-->
  • Jelajahi

    Copyright © Lintas-7
    Lintas-7

    Menu Bawah

    Iklan

    Legislator DPR Dengar Kabar Pemerintah akan Pajaki Amplop Kondangan

    lintas-7
    23 July 2025, 21:10 WIB Last Updated 2025-07-23T14:12:33Z

    Ilham Permana. Jurnalis


    Foto. Anggota Komisi VI DPR RI Mufti Anam. 


    Lintas-7.com. Jakarta. Anggota Komisi VI Dewan Perwakilan Rakyat, Mufti Anam, mendapat kabar kalau pemberian uang sebagai hadiah di resepsi pernikahan akan terkena pajak. Praktik memberi uang atau amplop kondangan untuk pengantin lazim dilakukan oleh masyarakat Indonesia.


    Anggota Komisi VI dari Fraksi PDI Perjuangan, Mufti Anam, mengaku telah mendengar kabar bahwa pemerintah berencana untuk memberlakukan pajak bagi amplop sumbangan atau amplop  kondangan.


    "Bahkan kami dengar dalam waktu dekat orang yang mendapat amplop di kondangan dan di hajatan akan dimintai pajak oleh pemerintah. Nah ini kan tragis, sehingga ini membuat rakyat kami hari ini cukup menjerit," kata Mufti saat rapat kerja (raker) Komisi VI DPR bersama Menteri BUMN dan Kepala Badan Pelaksana Pengelola Danantara, Rabu (23/7/2025).


    Mufti lantas menyoroti berbagai jenis penghasilan masyarakat yang kini dikenakan pajak, mulai dari pelaku usaha atau pedagang daring hingga influencer. 


    “Bagaimana Pak Rosan lihat bahwa rakyat kita hari ini mereka jualan online di Shopee, di TikTok, di Tokopedia dipajaki, Pak. Bagaimana mereka, para influencer kita, para pekerja digital kita semua sekarang dipajaki,” ucap Mufti.


    Menurut Mufti, ketentuan itu memaksa Kementerian Keuangan memutar otak untuk menambal defisit. Salah satunya melalui wacana pemungutan pajak atas amplop kondangan.


    Mufti menilai ketentuan itu akan memberatkan masyarakat. "Kemudian maka lahirlah kebijakan-kebijakan yang membuat rakyat kita hari ini keringat dingin," ucap politikus Partai Demokrasi Indonesia Perjuangan (PDIP) itu.
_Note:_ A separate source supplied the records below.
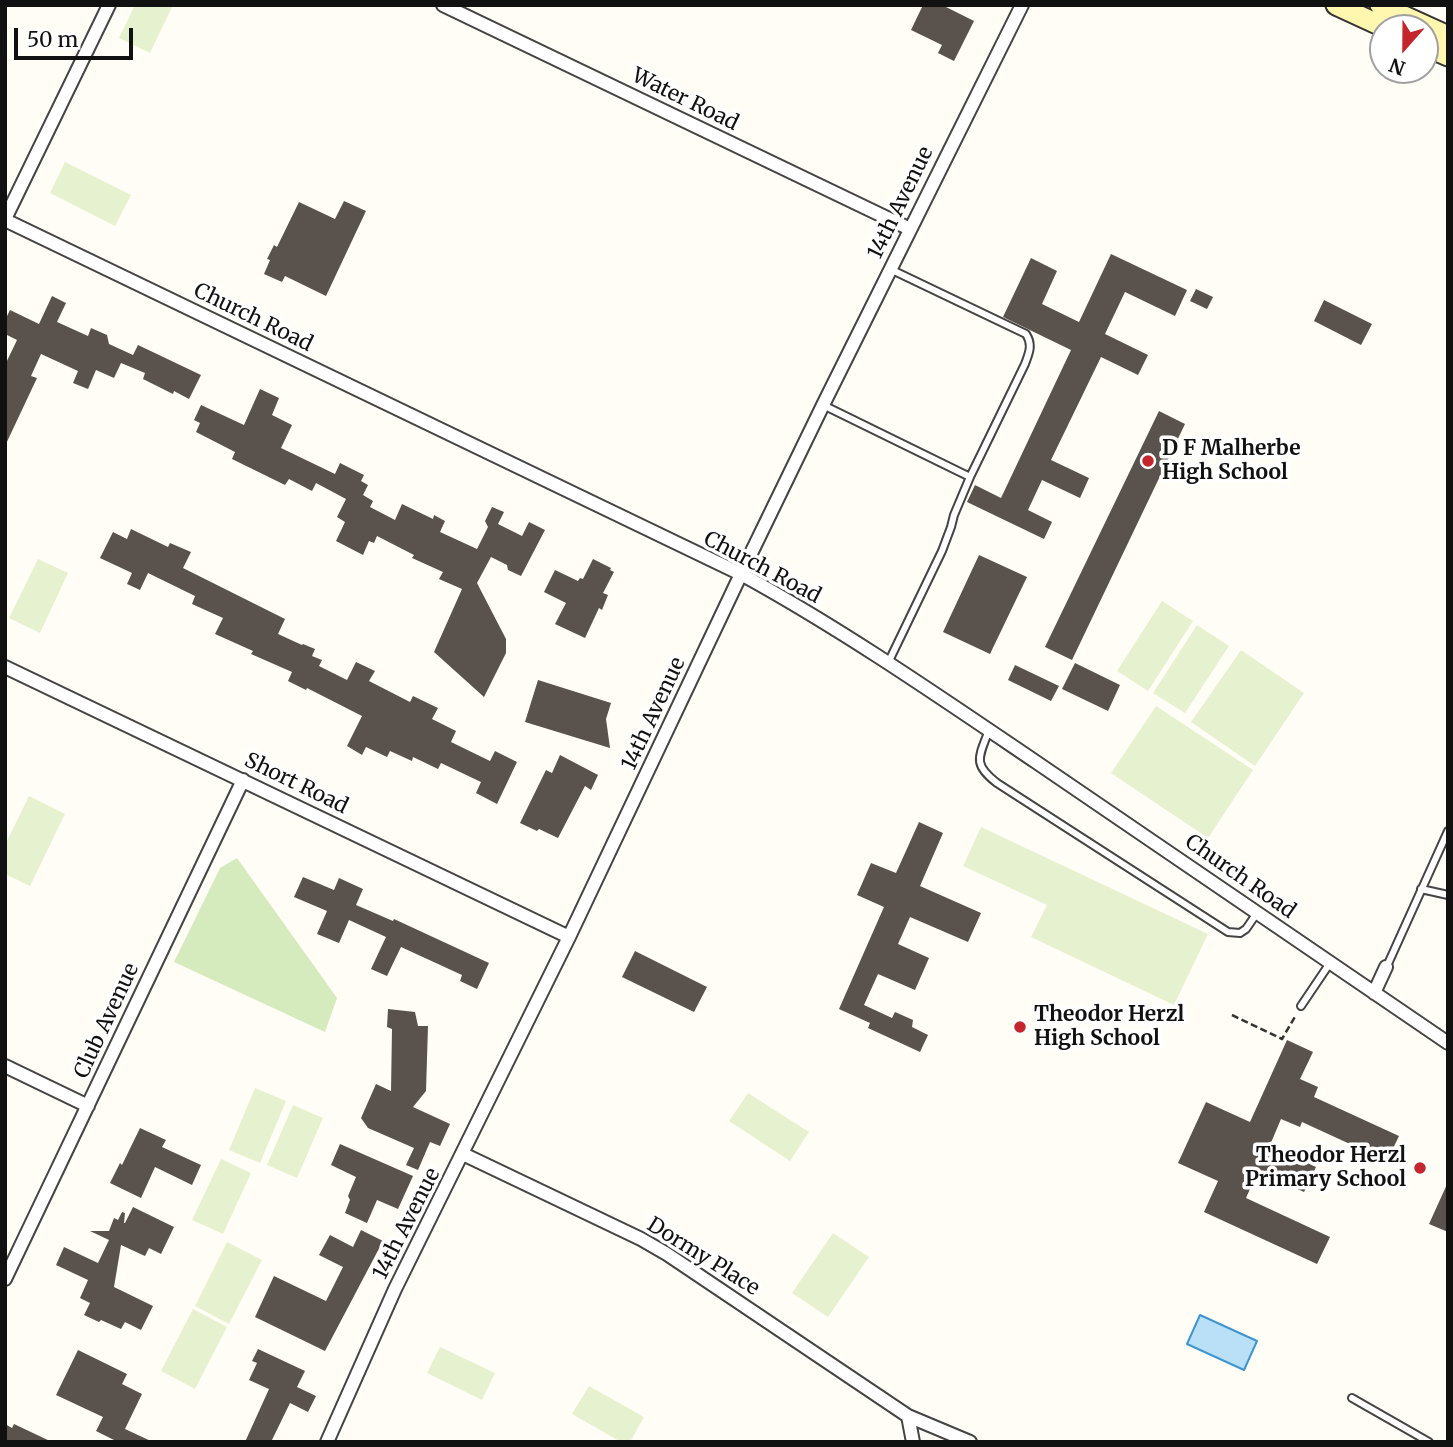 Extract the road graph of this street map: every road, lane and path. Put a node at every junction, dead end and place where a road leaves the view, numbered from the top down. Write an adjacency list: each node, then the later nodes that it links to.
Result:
1 (109, 5): 8 (street)
2 (443, 5): 9 (street, Water Road)
3 (1022, 5): 9 (street, 14th Avenue)
4 (1336, 5): 6 (main road)
5 (1380, 5): 7 (main road)
6 (1369, 20)
7 (1448, 36)
8 (5, 220): 13 (street, Church Road)
9 (910, 229): 10 (street, 14th Avenue)
10 (890, 269): 11 (street, 14th Avenue); 12 (lane)
11 (823, 405): 12 (lane); 13 (street, 14th Avenue)
12 (970, 477): 14 (lane)
13 (741, 574): 14 (street, Church Road); 22 (street, 14th Avenue)
14 (888, 663): 16 (street, Church Road)
15 (5, 667): 17 (street, Short Road)
16 (989, 730): 21 (street, Church Road); 21 (lane)
17 (243, 780): 22 (street, Short Road); 30 (street, Club Avenue)
18 (1448, 831): 19 (lane)
19 (1421, 889): 20 (lane); 24 (lane)
20 (1448, 895)
21 (1257, 912): 23 (street, Church Road)
22 (569, 937): 31 (street, 14th Avenue)
23 (1331, 963): 25 (street, Church Road); 26 (lane)
24 (1386, 967): 25 (street)
25 (1374, 993): 28 (street, Church Road)
26 (1301, 1006): 27 (path)
27 (1232, 1015)
28 (1448, 1043)
29 (5, 1066): 30 (street)
30 (88, 1107): 32 (street, Club Avenue)
31 (463, 1154): 34 (street, Dormy Place); 35 (street, 14th Avenue)
32 (5, 1279)
33 (1352, 1398): 38 (lane)
34 (908, 1416): 36 (street); 37 (street, Dormy Place)
35 (327, 1442)
36 (913, 1442)
37 (970, 1442)
38 (1429, 1442) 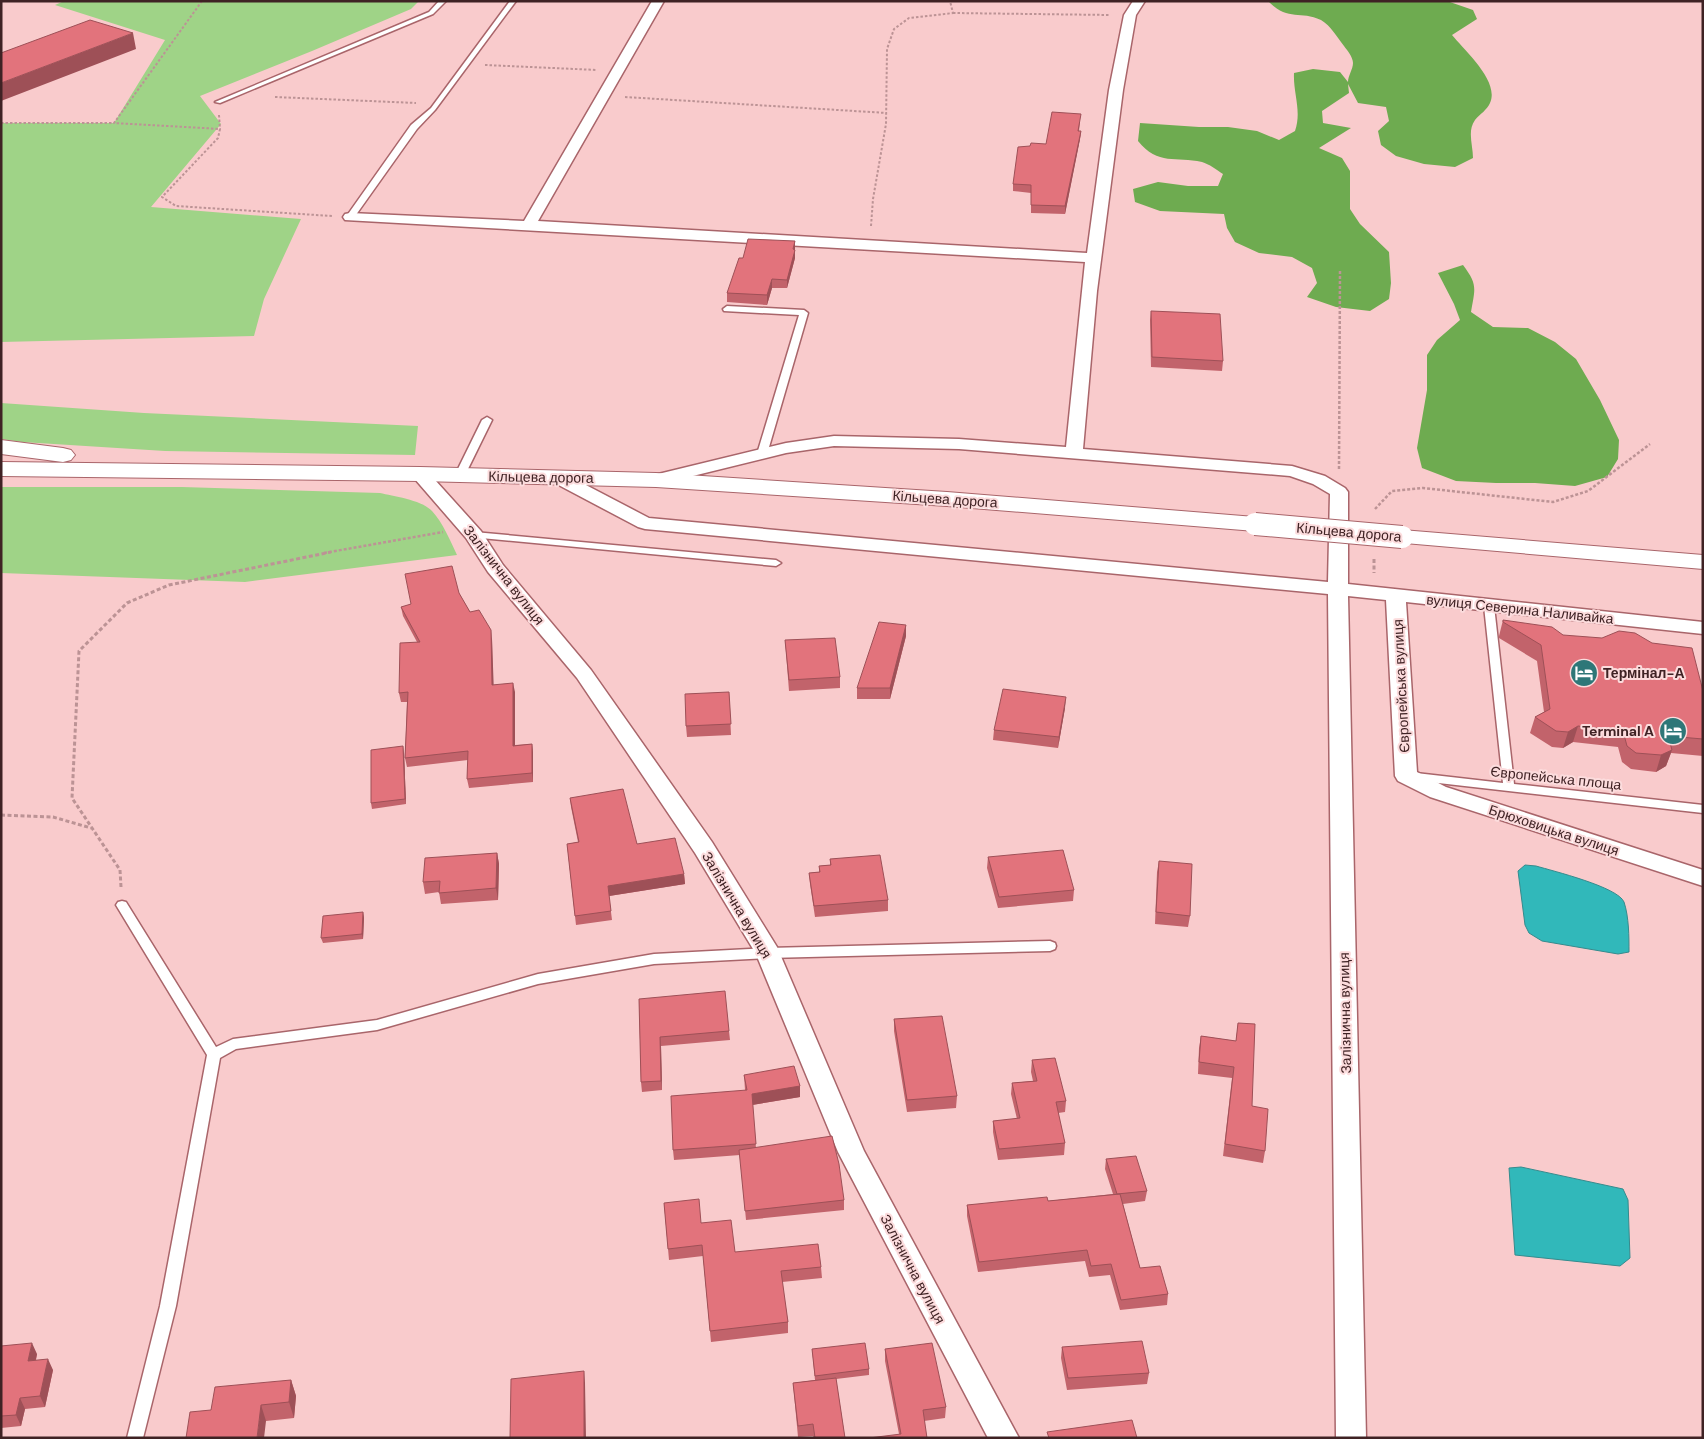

    Kritik Mufti Anam tidak hanya berhenti pada dampak ekonomi terhadap rakyat, tetapi juga menyentuh persoalan konstitusional dan tata kelola negara.


    Ia berpegang teguh pada Pasal 23 UUD 1945, yang mengamanatkan bahwa seluruh pendapatan negara harus dimasukkan dalam APBN dan pembahasannya wajib melibatkan DPR sebagai representasi rakyat.


    Dengan dialihkannya dividen BUMN ke Danantara, mekanisme check and balance yang seharusnya dilakukan oleh parlemen menjadi hilang.


    Ia mempertanyakan siapa yang akan mengawasi pengelolaan dana triliunan rupiah di Danantara jika tidak lagi melalui jalur APBN.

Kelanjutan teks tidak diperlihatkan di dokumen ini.